What is needed = Please restate the data that follows, leaving every word in place.

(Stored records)
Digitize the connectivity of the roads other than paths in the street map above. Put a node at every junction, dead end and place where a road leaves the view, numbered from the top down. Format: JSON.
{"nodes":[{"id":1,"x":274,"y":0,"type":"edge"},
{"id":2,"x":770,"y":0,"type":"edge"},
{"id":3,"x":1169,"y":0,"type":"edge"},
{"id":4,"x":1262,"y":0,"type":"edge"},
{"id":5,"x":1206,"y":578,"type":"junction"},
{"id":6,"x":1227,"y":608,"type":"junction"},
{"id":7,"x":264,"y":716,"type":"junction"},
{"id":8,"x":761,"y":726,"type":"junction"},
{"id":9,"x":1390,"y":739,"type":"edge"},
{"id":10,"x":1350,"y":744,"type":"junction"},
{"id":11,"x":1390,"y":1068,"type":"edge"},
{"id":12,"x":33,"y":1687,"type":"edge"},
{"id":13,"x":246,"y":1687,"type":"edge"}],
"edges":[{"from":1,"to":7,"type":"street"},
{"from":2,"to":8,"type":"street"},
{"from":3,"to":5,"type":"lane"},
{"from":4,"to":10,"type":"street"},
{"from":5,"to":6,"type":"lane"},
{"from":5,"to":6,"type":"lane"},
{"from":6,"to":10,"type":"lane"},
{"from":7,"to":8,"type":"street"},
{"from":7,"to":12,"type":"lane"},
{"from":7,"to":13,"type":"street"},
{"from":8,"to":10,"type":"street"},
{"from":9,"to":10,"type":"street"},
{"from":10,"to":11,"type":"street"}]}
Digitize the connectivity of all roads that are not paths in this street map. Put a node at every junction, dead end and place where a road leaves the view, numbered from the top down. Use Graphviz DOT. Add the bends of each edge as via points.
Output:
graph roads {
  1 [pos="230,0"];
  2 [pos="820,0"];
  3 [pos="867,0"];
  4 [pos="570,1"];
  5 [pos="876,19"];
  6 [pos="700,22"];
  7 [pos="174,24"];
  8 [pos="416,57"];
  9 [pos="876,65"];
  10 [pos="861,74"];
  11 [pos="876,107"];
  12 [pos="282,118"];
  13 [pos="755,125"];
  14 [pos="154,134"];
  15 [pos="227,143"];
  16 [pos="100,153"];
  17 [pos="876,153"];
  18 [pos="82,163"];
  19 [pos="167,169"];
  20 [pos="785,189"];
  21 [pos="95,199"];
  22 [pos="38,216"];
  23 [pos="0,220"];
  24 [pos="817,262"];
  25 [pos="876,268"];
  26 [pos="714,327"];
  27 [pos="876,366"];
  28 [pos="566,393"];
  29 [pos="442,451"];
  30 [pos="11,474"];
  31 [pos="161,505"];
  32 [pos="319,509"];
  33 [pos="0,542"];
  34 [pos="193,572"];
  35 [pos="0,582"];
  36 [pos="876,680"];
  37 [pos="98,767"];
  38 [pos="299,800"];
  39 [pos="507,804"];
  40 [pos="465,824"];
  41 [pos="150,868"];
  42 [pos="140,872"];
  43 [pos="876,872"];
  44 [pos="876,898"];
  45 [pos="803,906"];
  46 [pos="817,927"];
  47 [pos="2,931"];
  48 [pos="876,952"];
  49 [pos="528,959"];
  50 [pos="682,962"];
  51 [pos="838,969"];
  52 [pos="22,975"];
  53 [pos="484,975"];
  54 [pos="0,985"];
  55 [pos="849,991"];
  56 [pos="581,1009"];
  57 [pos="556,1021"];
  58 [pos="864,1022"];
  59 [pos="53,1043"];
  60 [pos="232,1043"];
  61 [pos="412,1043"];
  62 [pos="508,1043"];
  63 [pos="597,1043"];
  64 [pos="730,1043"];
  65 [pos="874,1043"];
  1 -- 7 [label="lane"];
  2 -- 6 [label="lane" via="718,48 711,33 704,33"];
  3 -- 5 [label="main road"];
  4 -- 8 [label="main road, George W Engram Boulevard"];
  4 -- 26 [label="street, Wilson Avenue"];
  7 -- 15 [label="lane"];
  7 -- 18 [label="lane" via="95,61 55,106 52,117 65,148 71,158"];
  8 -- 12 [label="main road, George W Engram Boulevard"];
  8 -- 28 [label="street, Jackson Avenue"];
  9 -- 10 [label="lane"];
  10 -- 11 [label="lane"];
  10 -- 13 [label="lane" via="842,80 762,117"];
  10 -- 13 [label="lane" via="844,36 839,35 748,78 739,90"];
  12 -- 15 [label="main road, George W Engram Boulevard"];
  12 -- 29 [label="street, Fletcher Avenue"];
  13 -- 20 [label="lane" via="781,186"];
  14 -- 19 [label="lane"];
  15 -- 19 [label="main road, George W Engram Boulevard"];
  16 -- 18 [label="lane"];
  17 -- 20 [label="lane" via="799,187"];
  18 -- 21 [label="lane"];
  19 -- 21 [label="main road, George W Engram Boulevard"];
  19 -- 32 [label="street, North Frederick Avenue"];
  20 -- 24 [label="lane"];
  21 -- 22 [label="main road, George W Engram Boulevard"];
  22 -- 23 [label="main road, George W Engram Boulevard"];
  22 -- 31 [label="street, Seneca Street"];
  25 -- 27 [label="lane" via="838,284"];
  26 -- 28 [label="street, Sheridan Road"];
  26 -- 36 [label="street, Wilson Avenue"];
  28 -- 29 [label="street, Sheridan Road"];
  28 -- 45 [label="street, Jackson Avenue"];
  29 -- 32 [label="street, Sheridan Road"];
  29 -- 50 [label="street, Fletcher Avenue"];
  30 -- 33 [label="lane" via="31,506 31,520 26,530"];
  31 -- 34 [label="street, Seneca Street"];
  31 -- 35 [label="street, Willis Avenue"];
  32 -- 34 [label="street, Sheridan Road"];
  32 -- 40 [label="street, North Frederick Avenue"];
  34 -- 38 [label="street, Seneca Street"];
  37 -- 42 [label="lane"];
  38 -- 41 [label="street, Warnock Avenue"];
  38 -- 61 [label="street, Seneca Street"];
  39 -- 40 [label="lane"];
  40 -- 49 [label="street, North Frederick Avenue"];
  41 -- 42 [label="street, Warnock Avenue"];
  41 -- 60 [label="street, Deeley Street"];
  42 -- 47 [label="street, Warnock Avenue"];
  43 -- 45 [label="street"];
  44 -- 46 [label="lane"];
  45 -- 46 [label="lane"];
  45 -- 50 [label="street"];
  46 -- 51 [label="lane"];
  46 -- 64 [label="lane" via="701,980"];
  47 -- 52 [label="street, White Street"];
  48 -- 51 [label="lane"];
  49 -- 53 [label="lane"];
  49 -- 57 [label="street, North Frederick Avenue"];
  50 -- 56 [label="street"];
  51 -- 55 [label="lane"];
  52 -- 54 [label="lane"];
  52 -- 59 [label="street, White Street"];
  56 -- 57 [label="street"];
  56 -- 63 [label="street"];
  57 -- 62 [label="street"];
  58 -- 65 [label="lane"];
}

Answer =
Digitize the connectivity of the roads other than paths in the street map above. Put a node at every junction, dead end and place where a road leaves the view, numbered from the top down. Format: JSON.
{"nodes":[{"id":1,"x":274,"y":0,"type":"edge"},
{"id":2,"x":770,"y":0,"type":"edge"},
{"id":3,"x":1169,"y":0,"type":"edge"},
{"id":4,"x":1262,"y":0,"type":"edge"},
{"id":5,"x":1206,"y":578,"type":"junction"},
{"id":6,"x":1227,"y":608,"type":"junction"},
{"id":7,"x":264,"y":716,"type":"junction"},
{"id":8,"x":761,"y":726,"type":"junction"},
{"id":9,"x":1390,"y":739,"type":"edge"},
{"id":10,"x":1350,"y":744,"type":"junction"},
{"id":11,"x":1390,"y":1068,"type":"edge"},
{"id":12,"x":33,"y":1687,"type":"edge"},
{"id":13,"x":246,"y":1687,"type":"edge"}],
"edges":[{"from":1,"to":7,"type":"street"},
{"from":2,"to":8,"type":"street"},
{"from":3,"to":5,"type":"lane"},
{"from":4,"to":10,"type":"street"},
{"from":5,"to":6,"type":"lane"},
{"from":5,"to":6,"type":"lane"},
{"from":6,"to":10,"type":"lane"},
{"from":7,"to":8,"type":"street"},
{"from":7,"to":12,"type":"lane"},
{"from":7,"to":13,"type":"street"},
{"from":8,"to":10,"type":"street"},
{"from":9,"to":10,"type":"street"},
{"from":10,"to":11,"type":"street"}]}
Digitize the connectivity of all roads that are not paths in this street map. Put a node at every junction, dead end and place where a road leaves the view, numbered from the top down. Use Graphviz DOT. Add the bends of each edge as via points.
Output:
graph roads {
  1 [pos="230,0"];
  2 [pos="820,0"];
  3 [pos="867,0"];
  4 [pos="570,1"];
  5 [pos="876,19"];
  6 [pos="700,22"];
  7 [pos="174,24"];
  8 [pos="416,57"];
  9 [pos="876,65"];
  10 [pos="861,74"];
  11 [pos="876,107"];
  12 [pos="282,118"];
  13 [pos="755,125"];
  14 [pos="154,134"];
  15 [pos="227,143"];
  16 [pos="100,153"];
  17 [pos="876,153"];
  18 [pos="82,163"];
  19 [pos="167,169"];
  20 [pos="785,189"];
  21 [pos="95,199"];
  22 [pos="38,216"];
  23 [pos="0,220"];
  24 [pos="817,262"];
  25 [pos="876,268"];
  26 [pos="714,327"];
  27 [pos="876,366"];
  28 [pos="566,393"];
  29 [pos="442,451"];
  30 [pos="11,474"];
  31 [pos="161,505"];
  32 [pos="319,509"];
  33 [pos="0,542"];
  34 [pos="193,572"];
  35 [pos="0,582"];
  36 [pos="876,680"];
  37 [pos="98,767"];
  38 [pos="299,800"];
  39 [pos="507,804"];
  40 [pos="465,824"];
  41 [pos="150,868"];
  42 [pos="140,872"];
  43 [pos="876,872"];
  44 [pos="876,898"];
  45 [pos="803,906"];
  46 [pos="817,927"];
  47 [pos="2,931"];
  48 [pos="876,952"];
  49 [pos="528,959"];
  50 [pos="682,962"];
  51 [pos="838,969"];
  52 [pos="22,975"];
  53 [pos="484,975"];
  54 [pos="0,985"];
  55 [pos="849,991"];
  56 [pos="581,1009"];
  57 [pos="556,1021"];
  58 [pos="864,1022"];
  59 [pos="53,1043"];
  60 [pos="232,1043"];
  61 [pos="412,1043"];
  62 [pos="508,1043"];
  63 [pos="597,1043"];
  64 [pos="730,1043"];
  65 [pos="874,1043"];
  1 -- 7 [label="lane"];
  2 -- 6 [label="lane" via="718,48 711,33 704,33"];
  3 -- 5 [label="main road"];
  4 -- 8 [label="main road, George W Engram Boulevard"];
  4 -- 26 [label="street, Wilson Avenue"];
  7 -- 15 [label="lane"];
  7 -- 18 [label="lane" via="95,61 55,106 52,117 65,148 71,158"];
  8 -- 12 [label="main road, George W Engram Boulevard"];
  8 -- 28 [label="street, Jackson Avenue"];
  9 -- 10 [label="lane"];
  10 -- 11 [label="lane"];
  10 -- 13 [label="lane" via="842,80 762,117"];
  10 -- 13 [label="lane" via="844,36 839,35 748,78 739,90"];
  12 -- 15 [label="main road, George W Engram Boulevard"];
  12 -- 29 [label="street, Fletcher Avenue"];
  13 -- 20 [label="lane" via="781,186"];
  14 -- 19 [label="lane"];
  15 -- 19 [label="main road, George W Engram Boulevard"];
  16 -- 18 [label="lane"];
  17 -- 20 [label="lane" via="799,187"];
  18 -- 21 [label="lane"];
  19 -- 21 [label="main road, George W Engram Boulevard"];
  19 -- 32 [label="street, North Frederick Avenue"];
  20 -- 24 [label="lane"];
  21 -- 22 [label="main road, George W Engram Boulevard"];
  22 -- 23 [label="main road, George W Engram Boulevard"];
  22 -- 31 [label="street, Seneca Street"];
  25 -- 27 [label="lane" via="838,284"];
  26 -- 28 [label="street, Sheridan Road"];
  26 -- 36 [label="street, Wilson Avenue"];
  28 -- 29 [label="street, Sheridan Road"];
  28 -- 45 [label="street, Jackson Avenue"];
  29 -- 32 [label="street, Sheridan Road"];
  29 -- 50 [label="street, Fletcher Avenue"];
  30 -- 33 [label="lane" via="31,506 31,520 26,530"];
  31 -- 34 [label="street, Seneca Street"];
  31 -- 35 [label="street, Willis Avenue"];
  32 -- 34 [label="street, Sheridan Road"];
  32 -- 40 [label="street, North Frederick Avenue"];
  34 -- 38 [label="street, Seneca Street"];
  37 -- 42 [label="lane"];
  38 -- 41 [label="street, Warnock Avenue"];
  38 -- 61 [label="street, Seneca Street"];
  39 -- 40 [label="lane"];
  40 -- 49 [label="street, North Frederick Avenue"];
  41 -- 42 [label="street, Warnock Avenue"];
  41 -- 60 [label="street, Deeley Street"];
  42 -- 47 [label="street, Warnock Avenue"];
  43 -- 45 [label="street"];
  44 -- 46 [label="lane"];
  45 -- 46 [label="lane"];
  45 -- 50 [label="street"];
  46 -- 51 [label="lane"];
  46 -- 64 [label="lane" via="701,980"];
  47 -- 52 [label="street, White Street"];
  48 -- 51 [label="lane"];
  49 -- 53 [label="lane"];
  49 -- 57 [label="street, North Frederick Avenue"];
  50 -- 56 [label="street"];
  51 -- 55 [label="lane"];
  52 -- 54 [label="lane"];
  52 -- 59 [label="street, White Street"];
  56 -- 57 [label="street"];
  56 -- 63 [label="street"];
  57 -- 62 [label="street"];
  58 -- 65 [label="lane"];
}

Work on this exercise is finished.